I was glad to get back to Belfast. The threat in the city never felt personal. A bomb scare on University Road and everybody piled back in to bed: lectures cancelled for the morning. The night the explosion went off at the Lisburn Road police station, the whole of our rented house shook. Eight girls on the landing in their pyjamas and then down to the kitchen to stand bare-footed on the cracked, snail-slimed lino, warming our hands around cups of tea, listening for the sirens: second-hand drama. Not like a dark car in your own yard at night; not like a shotgun under the bed.
The next time I saw my father after he died, it was night and I was driving over the bog road near Castlenagree with the windscreen wipers doing battle against the rain, and
Bob Dylan on the radio, “Like a Rolling Stone”. I’d turned the music up full and was giving it welly1: “How does it feel … ?”

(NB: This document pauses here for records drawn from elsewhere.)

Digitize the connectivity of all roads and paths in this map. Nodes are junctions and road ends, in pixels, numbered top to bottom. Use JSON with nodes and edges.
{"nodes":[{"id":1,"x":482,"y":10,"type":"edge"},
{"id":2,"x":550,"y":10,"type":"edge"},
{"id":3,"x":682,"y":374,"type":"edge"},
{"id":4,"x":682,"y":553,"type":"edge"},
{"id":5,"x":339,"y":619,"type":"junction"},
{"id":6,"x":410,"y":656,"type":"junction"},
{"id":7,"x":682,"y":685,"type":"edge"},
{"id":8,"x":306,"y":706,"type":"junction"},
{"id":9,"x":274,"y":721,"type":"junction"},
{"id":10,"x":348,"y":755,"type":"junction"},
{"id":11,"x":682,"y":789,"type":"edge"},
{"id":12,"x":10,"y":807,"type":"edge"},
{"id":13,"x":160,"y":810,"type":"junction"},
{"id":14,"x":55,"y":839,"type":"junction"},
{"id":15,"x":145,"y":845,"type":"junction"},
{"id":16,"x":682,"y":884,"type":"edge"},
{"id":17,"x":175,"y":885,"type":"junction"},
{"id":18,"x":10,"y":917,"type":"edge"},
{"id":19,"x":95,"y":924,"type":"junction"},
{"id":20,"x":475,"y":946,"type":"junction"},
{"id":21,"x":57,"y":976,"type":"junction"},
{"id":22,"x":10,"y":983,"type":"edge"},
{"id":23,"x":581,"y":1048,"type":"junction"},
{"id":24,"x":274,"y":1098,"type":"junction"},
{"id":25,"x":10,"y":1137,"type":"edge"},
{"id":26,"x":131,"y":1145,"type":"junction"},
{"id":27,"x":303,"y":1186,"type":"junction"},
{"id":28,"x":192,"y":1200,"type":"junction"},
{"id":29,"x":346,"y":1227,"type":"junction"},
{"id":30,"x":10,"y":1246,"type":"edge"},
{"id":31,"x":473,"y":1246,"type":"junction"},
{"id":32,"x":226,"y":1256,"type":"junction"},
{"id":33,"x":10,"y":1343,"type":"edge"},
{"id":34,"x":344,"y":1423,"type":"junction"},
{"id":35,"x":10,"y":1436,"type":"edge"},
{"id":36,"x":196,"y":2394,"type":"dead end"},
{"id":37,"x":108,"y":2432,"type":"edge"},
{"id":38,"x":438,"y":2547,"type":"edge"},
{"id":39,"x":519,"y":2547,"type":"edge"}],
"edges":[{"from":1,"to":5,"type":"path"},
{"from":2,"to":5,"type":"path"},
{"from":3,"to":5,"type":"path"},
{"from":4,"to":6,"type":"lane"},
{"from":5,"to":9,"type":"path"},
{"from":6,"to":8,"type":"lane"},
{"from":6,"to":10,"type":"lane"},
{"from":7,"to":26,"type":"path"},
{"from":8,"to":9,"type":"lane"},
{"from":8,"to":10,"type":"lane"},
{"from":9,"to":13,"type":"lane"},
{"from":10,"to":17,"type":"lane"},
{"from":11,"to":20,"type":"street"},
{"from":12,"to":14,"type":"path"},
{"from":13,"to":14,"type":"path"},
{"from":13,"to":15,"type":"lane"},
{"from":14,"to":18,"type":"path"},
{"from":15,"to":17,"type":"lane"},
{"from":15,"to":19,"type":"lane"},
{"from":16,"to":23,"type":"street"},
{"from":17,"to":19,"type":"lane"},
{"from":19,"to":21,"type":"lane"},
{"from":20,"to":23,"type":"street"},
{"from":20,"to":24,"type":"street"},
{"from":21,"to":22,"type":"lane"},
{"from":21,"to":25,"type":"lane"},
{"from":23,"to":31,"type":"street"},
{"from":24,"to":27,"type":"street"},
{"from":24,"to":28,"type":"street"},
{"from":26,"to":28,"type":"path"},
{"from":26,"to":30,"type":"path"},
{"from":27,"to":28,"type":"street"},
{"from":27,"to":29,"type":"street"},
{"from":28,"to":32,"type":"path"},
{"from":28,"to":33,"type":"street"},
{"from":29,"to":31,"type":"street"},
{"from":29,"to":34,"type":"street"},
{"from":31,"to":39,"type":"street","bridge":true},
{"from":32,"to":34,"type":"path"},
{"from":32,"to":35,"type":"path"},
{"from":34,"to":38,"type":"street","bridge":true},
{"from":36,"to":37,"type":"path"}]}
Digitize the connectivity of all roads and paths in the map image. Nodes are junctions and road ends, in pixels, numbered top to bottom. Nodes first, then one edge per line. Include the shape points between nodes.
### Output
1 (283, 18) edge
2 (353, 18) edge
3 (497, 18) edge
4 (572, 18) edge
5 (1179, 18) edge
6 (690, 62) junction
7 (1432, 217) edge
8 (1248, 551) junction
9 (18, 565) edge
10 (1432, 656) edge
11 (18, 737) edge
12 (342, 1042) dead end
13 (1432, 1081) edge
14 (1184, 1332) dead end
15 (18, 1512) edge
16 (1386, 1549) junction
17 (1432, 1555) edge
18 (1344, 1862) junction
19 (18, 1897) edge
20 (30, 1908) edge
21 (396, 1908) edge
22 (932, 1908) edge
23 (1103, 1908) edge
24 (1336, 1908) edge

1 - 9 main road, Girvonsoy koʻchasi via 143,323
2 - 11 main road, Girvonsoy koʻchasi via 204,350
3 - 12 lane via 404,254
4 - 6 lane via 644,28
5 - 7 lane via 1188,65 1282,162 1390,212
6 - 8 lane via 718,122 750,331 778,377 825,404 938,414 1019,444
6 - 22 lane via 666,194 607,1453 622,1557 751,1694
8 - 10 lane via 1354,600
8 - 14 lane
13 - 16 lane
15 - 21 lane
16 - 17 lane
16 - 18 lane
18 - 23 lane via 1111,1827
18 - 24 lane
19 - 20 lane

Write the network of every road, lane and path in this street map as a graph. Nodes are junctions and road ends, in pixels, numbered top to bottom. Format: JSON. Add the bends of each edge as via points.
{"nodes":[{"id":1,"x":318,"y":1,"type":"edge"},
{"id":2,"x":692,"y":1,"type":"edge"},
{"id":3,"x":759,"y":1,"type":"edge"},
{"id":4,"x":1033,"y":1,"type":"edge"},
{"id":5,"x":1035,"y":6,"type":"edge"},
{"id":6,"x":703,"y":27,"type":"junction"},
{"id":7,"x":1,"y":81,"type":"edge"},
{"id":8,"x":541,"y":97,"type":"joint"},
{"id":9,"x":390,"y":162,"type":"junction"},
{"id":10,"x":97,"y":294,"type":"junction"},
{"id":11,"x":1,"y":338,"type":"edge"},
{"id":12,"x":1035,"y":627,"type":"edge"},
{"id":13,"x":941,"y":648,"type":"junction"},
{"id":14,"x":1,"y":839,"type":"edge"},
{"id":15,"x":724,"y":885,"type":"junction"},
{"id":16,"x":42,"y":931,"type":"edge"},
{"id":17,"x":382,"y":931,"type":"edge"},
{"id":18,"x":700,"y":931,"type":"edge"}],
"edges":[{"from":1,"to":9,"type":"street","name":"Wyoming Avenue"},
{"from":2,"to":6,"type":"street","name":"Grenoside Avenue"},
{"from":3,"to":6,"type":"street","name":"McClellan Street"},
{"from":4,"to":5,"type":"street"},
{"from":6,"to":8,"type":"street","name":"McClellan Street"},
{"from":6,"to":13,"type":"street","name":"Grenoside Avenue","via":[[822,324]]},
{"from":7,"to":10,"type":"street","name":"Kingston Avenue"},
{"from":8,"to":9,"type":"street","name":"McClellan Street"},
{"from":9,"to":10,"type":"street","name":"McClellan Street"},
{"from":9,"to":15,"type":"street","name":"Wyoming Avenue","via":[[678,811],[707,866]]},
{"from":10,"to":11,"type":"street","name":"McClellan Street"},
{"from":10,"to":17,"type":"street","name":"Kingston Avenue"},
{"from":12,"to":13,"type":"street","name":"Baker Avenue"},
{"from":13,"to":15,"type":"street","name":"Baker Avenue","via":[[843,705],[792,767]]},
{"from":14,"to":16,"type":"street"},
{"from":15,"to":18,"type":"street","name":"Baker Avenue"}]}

“What’s that oul’ shite you’re listening to?” he said, and near put me off the road. A twitter of a laugh: “That would deave2 you,” and his arm reached out, and turned down the dial. There was a green light off the dashboard; my fists tight on the steering wheel.
“What happened to your hand?” he said. A small black crescent of soot ingrained above my knuckles.
“You know rightly what happened to it,” I told him, “putting the life out of me in the coal house last night. I hit it against the shovel.” He was silent. The sound of his skinroughened finger and thumb, rubbing together. “Knocking the door against the back of my heels,” I said. “You know I don’t like the dark.”
“It was maybe the wind.”
“There wasn’t a breath, you needn’t deny it. I smelt Benson & Hedges3.”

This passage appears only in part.